Pogoń sięga po byłego piłkarza Premier League
Pogoń może skupić się już na rozgrywkach ligowych. Ostatnie dni okna transferowego padły pod znakiem poszukiwania pomocnika do zespołu. Jens Gustafsson w środku pola nie ma zbyt wielkiej opcji manewru. Z klubem pożegnali się Damian Dąbrowski, Mateusz Łęgowski oraz Sebastian Kowalczyk. Głównym zawodnikiem na tej pozycji pozostał tylko Joao Gamboa.
Pogoń sięgnęła więc po gracza, który mógłby załatać lukę. Jest nim Fredrik Ulvestad, który związał się ze szczecińskim klubem trzyletnim kontraktem. Norweg ma na koncie występy w dorosłej reprezentacji (ostatni w 2020 roku). W 2014 roku opuścił kraj (Aalesunds FK) i trafił do występującego w Premier League Burnley, z którym spadł po jednym sezonie. Następnymi klubami mierzącego 183 cm wzrostu gracza był Charlton, Djurgandes, Qingdao i Sivasspor. Do Pogoni trafił jako wolny zawodnik.

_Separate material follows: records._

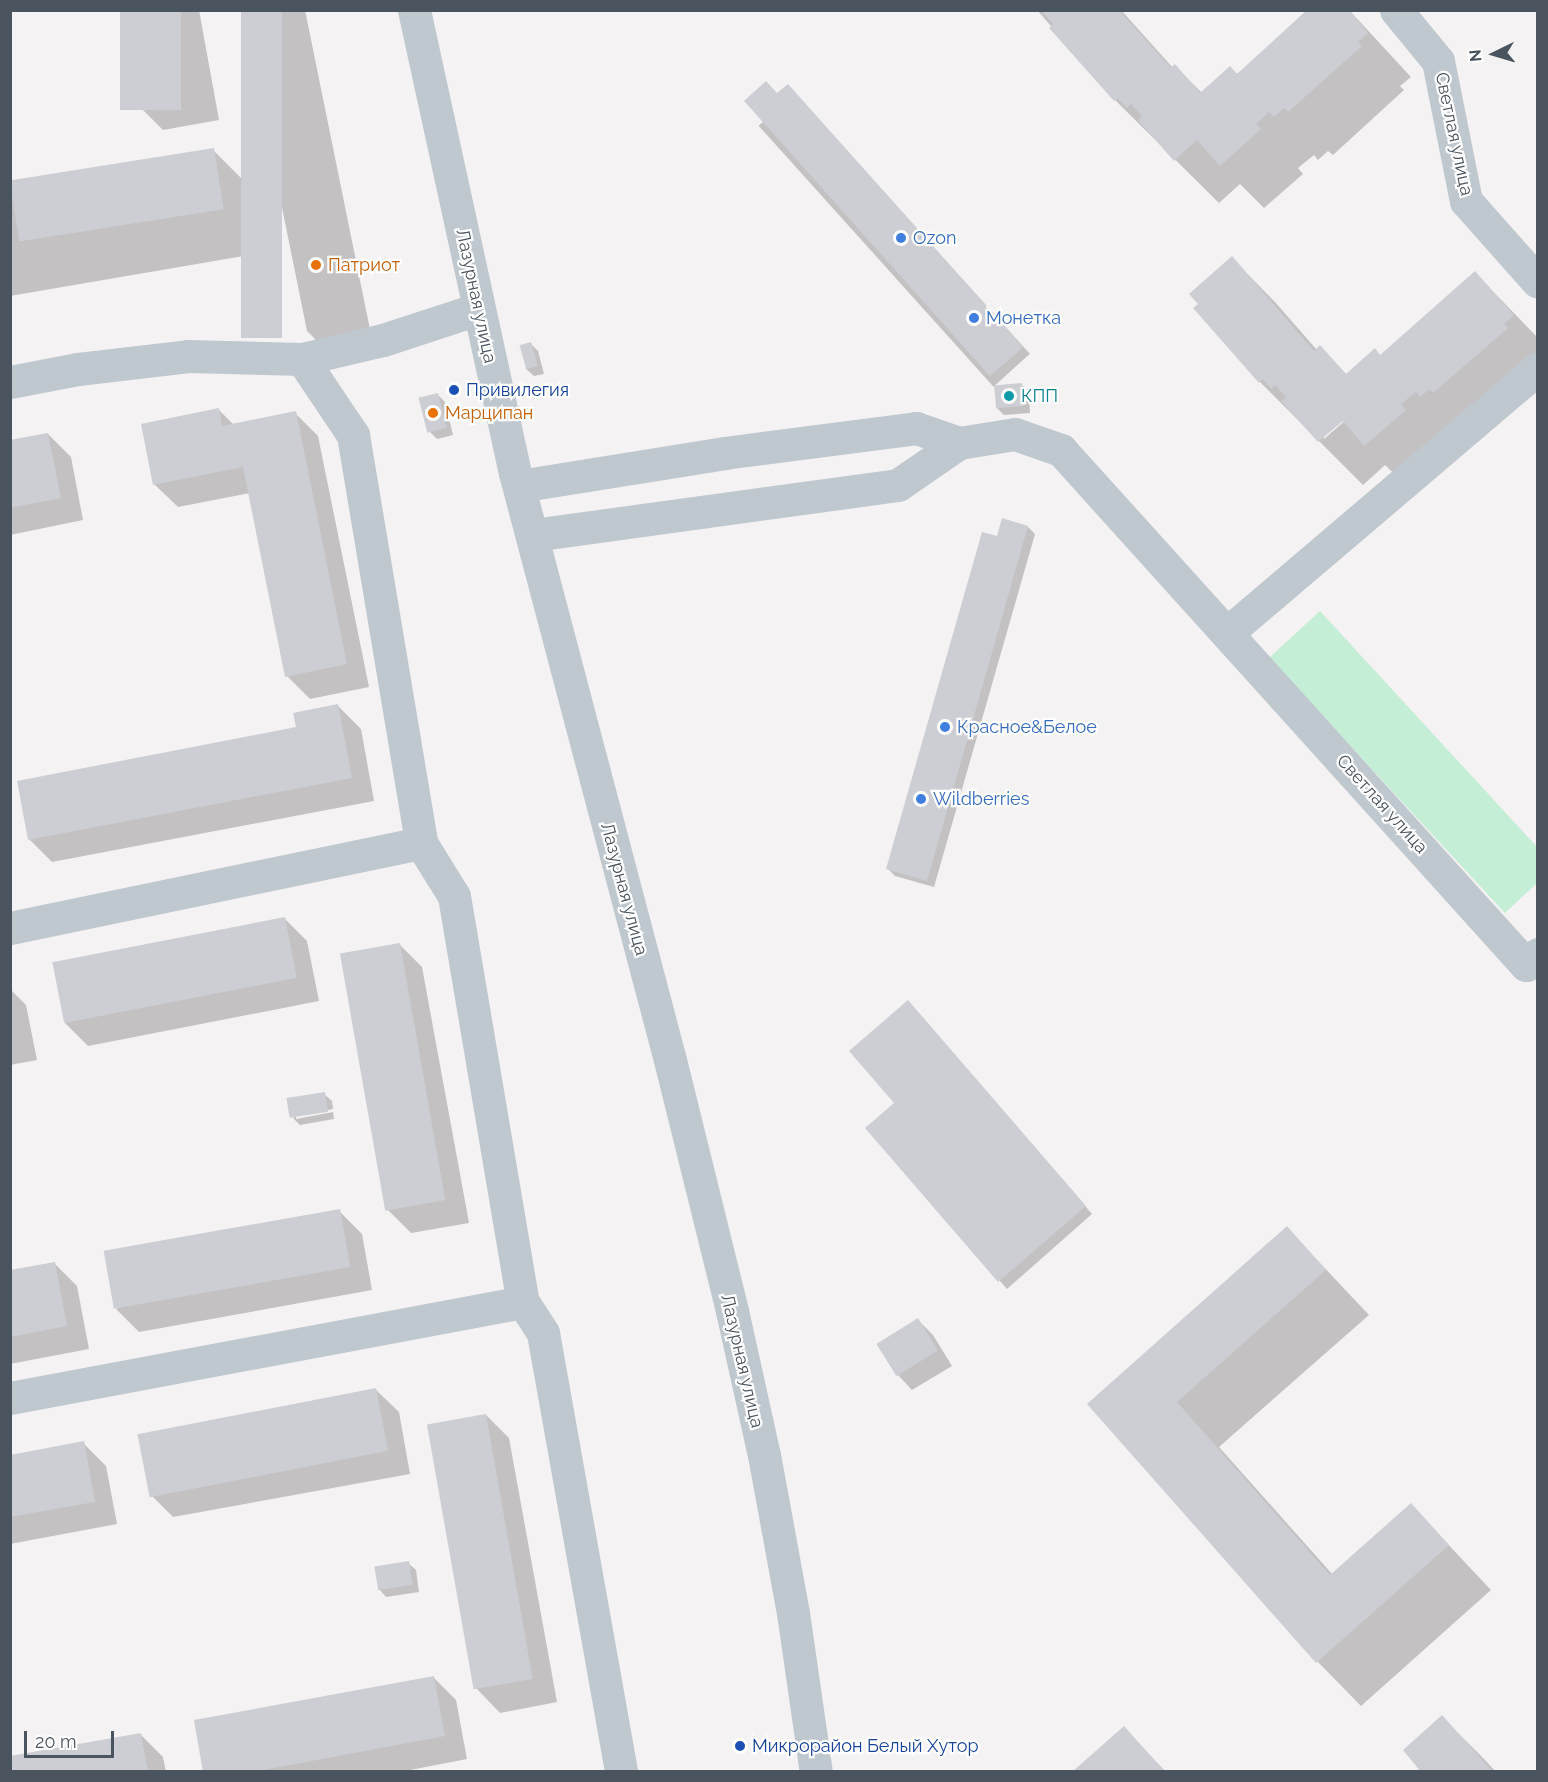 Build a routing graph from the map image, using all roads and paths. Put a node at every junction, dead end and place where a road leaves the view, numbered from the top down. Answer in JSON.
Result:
{"nodes":[{"id":1,"x":414,"y":10,"type":"edge"},
{"id":2,"x":1396,"y":10,"type":"edge"},
{"id":3,"x":1538,"y":282,"type":"edge"},
{"id":4,"x":478,"y":309,"type":"junction"},
{"id":5,"x":302,"y":359,"type":"junction"},
{"id":6,"x":1538,"y":368,"type":"edge"},
{"id":7,"x":10,"y":381,"type":"edge"},
{"id":8,"x":959,"y":443,"type":"junction"},
{"id":9,"x":519,"y":486,"type":"junction"},
{"id":10,"x":532,"y":535,"type":"junction"},
{"id":11,"x":1227,"y":633,"type":"junction"},
{"id":12,"x":421,"y":843,"type":"junction"},
{"id":13,"x":10,"y":928,"type":"edge"},
{"id":14,"x":1538,"y":954,"type":"edge"},
{"id":15,"x":523,"y":1302,"type":"junction"},
{"id":16,"x":10,"y":1398,"type":"edge"},
{"id":17,"x":621,"y":1772,"type":"edge"},
{"id":18,"x":816,"y":1772,"type":"edge"}],
"edges":[{"from":1,"to":4,"type":"street","name":"Лазурная улица"},
{"from":2,"to":3,"type":"street","name":"Светлая улица"},
{"from":4,"to":5,"type":"street"},
{"from":4,"to":9,"type":"street","name":"Лазурная улица"},
{"from":5,"to":7,"type":"street"},
{"from":5,"to":12,"type":"street"},
{"from":6,"to":11,"type":"street"},
{"from":8,"to":9,"type":"street"},
{"from":8,"to":10,"type":"street"},
{"from":8,"to":11,"type":"street","name":"Светлая улица"},
{"from":9,"to":10,"type":"street","name":"Лазурная улица"},
{"from":10,"to":18,"type":"street","name":"Лазурная улица"},
{"from":11,"to":14,"type":"street","name":"Светлая улица"},
{"from":12,"to":13,"type":"street"},
{"from":12,"to":15,"type":"street"},
{"from":15,"to":16,"type":"street"},
{"from":15,"to":17,"type":"street"}]} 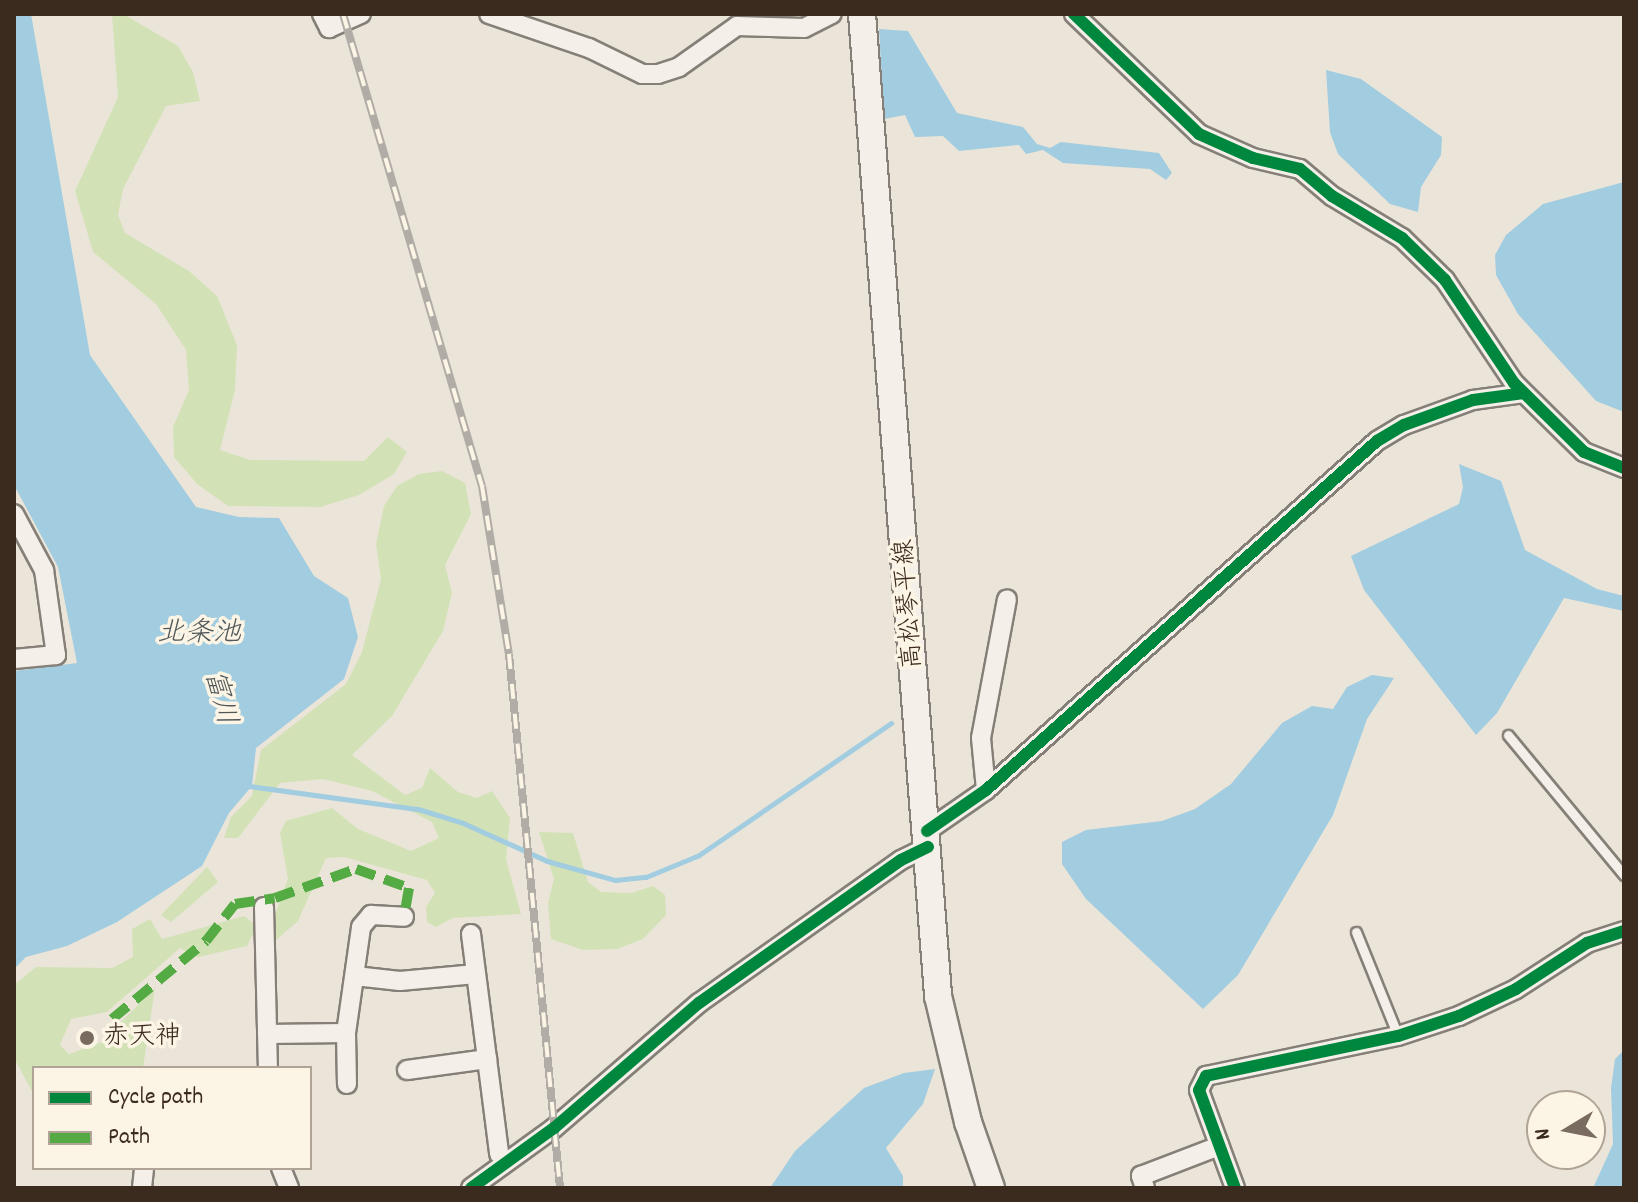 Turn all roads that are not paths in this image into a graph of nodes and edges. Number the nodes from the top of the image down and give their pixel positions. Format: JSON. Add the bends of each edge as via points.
{"nodes":[{"id":1,"x":322,"y":14,"type":"edge"},
{"id":2,"x":361,"y":14,"type":"edge"},
{"id":3,"x":489,"y":14,"type":"edge"},
{"id":4,"x":832,"y":14,"type":"edge"},
{"id":5,"x":862,"y":14,"type":"edge"},
{"id":6,"x":1074,"y":14,"type":"edge"},
{"id":7,"x":1524,"y":393,"type":"junction"},
{"id":8,"x":1624,"y":468,"type":"edge"},
{"id":9,"x":14,"y":514,"type":"edge"},
{"id":10,"x":1007,"y":599,"type":"dead end"},
{"id":11,"x":14,"y":659,"type":"edge"},
{"id":12,"x":1508,"y":735,"type":"dead end"},
{"id":13,"x":986,"y":790,"type":"junction"},
{"id":14,"x":928,"y":839,"type":"junction"},
{"id":15,"x":1624,"y":875,"type":"edge"},
{"id":16,"x":264,"y":907,"type":"dead end"},
{"id":17,"x":404,"y":917,"type":"dead end"},
{"id":18,"x":1624,"y":931,"type":"edge"},
{"id":19,"x":1356,"y":932,"type":"dead end"},
{"id":20,"x":471,"y":934,"type":"dead end"},
{"id":21,"x":476,"y":974,"type":"junction"},
{"id":22,"x":355,"y":976,"type":"junction"},
{"id":23,"x":346,"y":1033,"type":"junction"},
{"id":24,"x":267,"y":1034,"type":"junction"},
{"id":25,"x":1398,"y":1036,"type":"junction"},
{"id":26,"x":487,"y":1059,"type":"junction"},
{"id":27,"x":268,"y":1066,"type":"edge"},
{"id":28,"x":407,"y":1070,"type":"dead end"},
{"id":29,"x":347,"y":1084,"type":"dead end"},
{"id":30,"x":1219,"y":1146,"type":"junction"},
{"id":31,"x":499,"y":1154,"type":"dead end"},
{"id":32,"x":471,"y":1188,"type":"edge"},
{"id":33,"x":991,"y":1188,"type":"edge"},
{"id":34,"x":1145,"y":1188,"type":"edge"},
{"id":35,"x":1235,"y":1188,"type":"edge"}],
"edges":[{"from":1,"to":2,"type":"street","via":[[329,28]]},
{"from":3,"to":4,"type":"street","via":[[589,48],[642,74],[658,74],[679,67],[737,26],[804,28]]},
{"from":5,"to":14,"type":"main road","name":"高松琴平線"},
{"from":6,"to":7,"type":"street","via":[[1199,134],[1253,158],[1300,169],[1343,204],[1402,238],[1445,280]]},
{"from":7,"to":8,"type":"street","via":[[1584,452]]},
{"from":7,"to":13,"type":"street","via":[[1473,400],[1404,425],[1377,441]]},
{"from":9,"to":11,"type":"street","via":[[44,570],[56,655]]},
{"from":10,"to":13,"type":"street","via":[[981,738]]},
{"from":12,"to":15,"type":"lane"},
{"from":13,"to":14,"type":"street"},
{"from":14,"to":32,"type":"street","via":[[699,1003],[554,1128]]},
{"from":14,"to":33,"type":"main road","name":"高松琴平線","via":[[938,996],[968,1122]]},
{"from":16,"to":24,"type":"street"},
{"from":17,"to":22,"type":"street","via":[[371,915],[366,921]]},
{"from":18,"to":25,"type":"street","via":[[1587,943],[1516,989],[1459,1016]]},
{"from":19,"to":25,"type":"lane"},
{"from":20,"to":21,"type":"street"},
{"from":21,"to":22,"type":"street","via":[[400,981]]},
{"from":21,"to":26,"type":"street"},
{"from":22,"to":23,"type":"street"},
{"from":23,"to":24,"type":"street"},
{"from":23,"to":29,"type":"street"},
{"from":24,"to":27,"type":"street"},
{"from":25,"to":30,"type":"street","via":[[1206,1076],[1199,1090]]},
{"from":26,"to":28,"type":"street"},
{"from":26,"to":31,"type":"street"},
{"from":30,"to":34,"type":"street","via":[[1141,1176]]},
{"from":30,"to":35,"type":"street"}]} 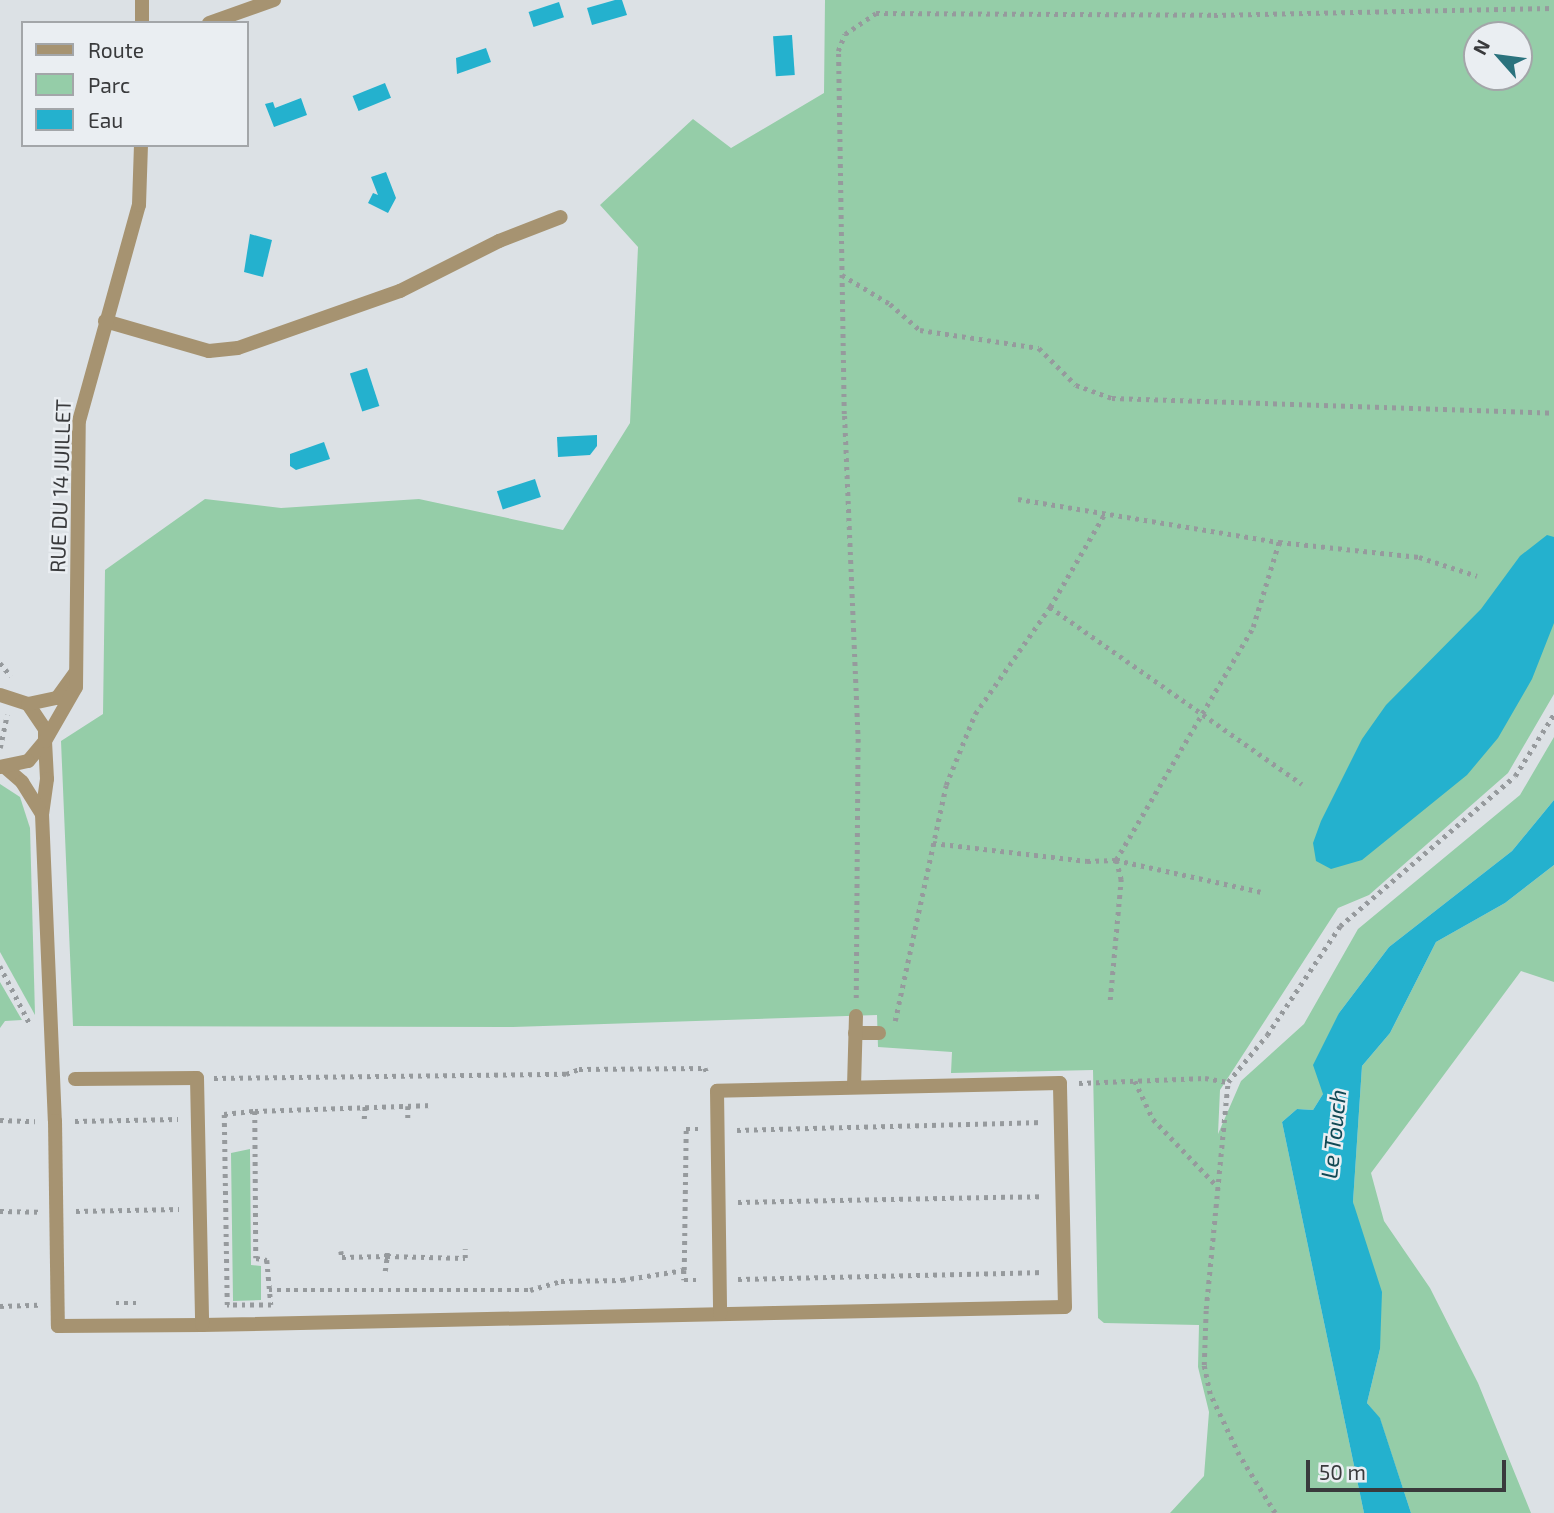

– Do Pogoni trafia doświadczony zawodnik, który rozegrał ponad 300 meczów na najwyższych poziomach m.in. w Norwegii, Szwecji, czy Turcji oraz w rozgrywkach europejskich. Przyglądając się jego karierze można zauważyć, że jest kolekcjonerem krajowych pucharów. Nie mam nic przeciwko, by kontynuował tę tradycję także u nas – powiedział dla mediów klubowych dyrektor sportowy Pogoni Dariusz Adamczuk.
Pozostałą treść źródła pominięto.